Activity - Leave the images out. Give every line below again, precisely.

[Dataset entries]
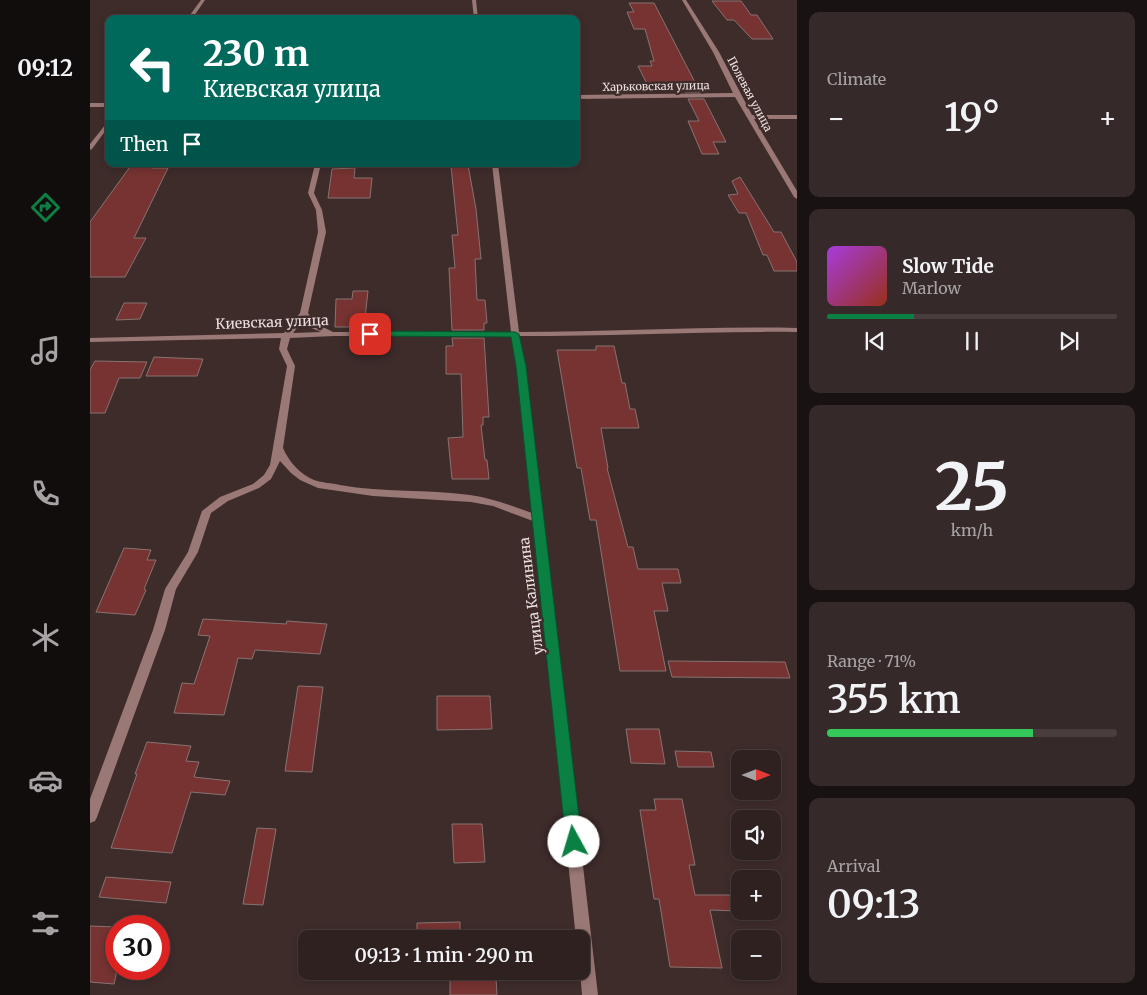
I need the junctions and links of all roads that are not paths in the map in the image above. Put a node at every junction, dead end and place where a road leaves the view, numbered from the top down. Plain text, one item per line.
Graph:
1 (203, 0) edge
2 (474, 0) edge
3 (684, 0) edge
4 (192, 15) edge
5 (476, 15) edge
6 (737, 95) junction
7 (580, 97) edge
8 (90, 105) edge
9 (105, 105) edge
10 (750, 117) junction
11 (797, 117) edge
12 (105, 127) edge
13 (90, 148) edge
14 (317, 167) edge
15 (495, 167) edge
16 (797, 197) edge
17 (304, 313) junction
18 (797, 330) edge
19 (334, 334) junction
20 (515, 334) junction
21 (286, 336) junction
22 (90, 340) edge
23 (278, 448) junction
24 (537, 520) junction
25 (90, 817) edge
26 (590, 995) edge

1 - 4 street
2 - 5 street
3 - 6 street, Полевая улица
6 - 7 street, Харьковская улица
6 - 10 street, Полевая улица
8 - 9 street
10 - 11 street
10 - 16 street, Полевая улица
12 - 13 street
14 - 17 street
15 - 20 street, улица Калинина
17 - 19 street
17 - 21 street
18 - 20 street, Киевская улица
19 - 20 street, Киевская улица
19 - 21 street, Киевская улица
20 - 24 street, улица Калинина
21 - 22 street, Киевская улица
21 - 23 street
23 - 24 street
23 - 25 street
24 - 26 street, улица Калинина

Answer box -
I need the junctions and links of all roads that are not paths in the map in the image above. Put a node at every junction, dead end and place where a road leaves the view, numbered from the top down. Plain text, one item per line.
Graph:
1 (203, 0) edge
2 (474, 0) edge
3 (684, 0) edge
4 (192, 15) edge
5 (476, 15) edge
6 (737, 95) junction
7 (580, 97) edge
8 (90, 105) edge
9 (105, 105) edge
10 (750, 117) junction
11 (797, 117) edge
12 (105, 127) edge
13 (90, 148) edge
14 (317, 167) edge
15 (495, 167) edge
16 (797, 197) edge
17 (304, 313) junction
18 (797, 330) edge
19 (334, 334) junction
20 (515, 334) junction
21 (286, 336) junction
22 (90, 340) edge
23 (278, 448) junction
24 (537, 520) junction
25 (90, 817) edge
26 (590, 995) edge

1 - 4 street
2 - 5 street
3 - 6 street, Полевая улица
6 - 7 street, Харьковская улица
6 - 10 street, Полевая улица
8 - 9 street
10 - 11 street
10 - 16 street, Полевая улица
12 - 13 street
14 - 17 street
15 - 20 street, улица Калинина
17 - 19 street
17 - 21 street
18 - 20 street, Киевская улица
19 - 20 street, Киевская улица
19 - 21 street, Киевская улица
20 - 24 street, улица Калинина
21 - 22 street, Киевская улица
21 - 23 street
23 - 24 street
23 - 25 street
24 - 26 street, улица Калинина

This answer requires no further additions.